▶ **PROBLEM DESCRIPTION**
Count the lines in the entries below that mention the string "hand", then write that number by itself.

▶ **RECORDED INFORMATION**
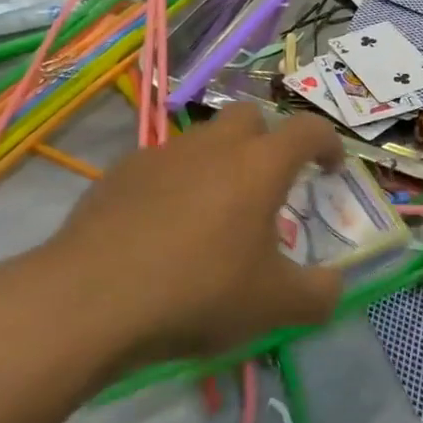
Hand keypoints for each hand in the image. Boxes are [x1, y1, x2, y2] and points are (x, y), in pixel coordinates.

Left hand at [26, 105, 345, 370]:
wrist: (87, 302)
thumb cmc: (197, 292)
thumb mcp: (274, 306)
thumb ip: (319, 294)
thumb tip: (335, 285)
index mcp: (261, 165)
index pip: (309, 130)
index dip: (328, 143)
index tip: (330, 168)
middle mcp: (215, 146)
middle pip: (251, 116)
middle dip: (267, 140)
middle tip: (267, 184)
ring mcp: (163, 155)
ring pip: (203, 139)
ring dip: (219, 162)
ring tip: (212, 212)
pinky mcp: (118, 174)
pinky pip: (160, 166)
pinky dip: (173, 184)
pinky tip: (161, 228)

▶ **WRITTEN RESPONSE**
2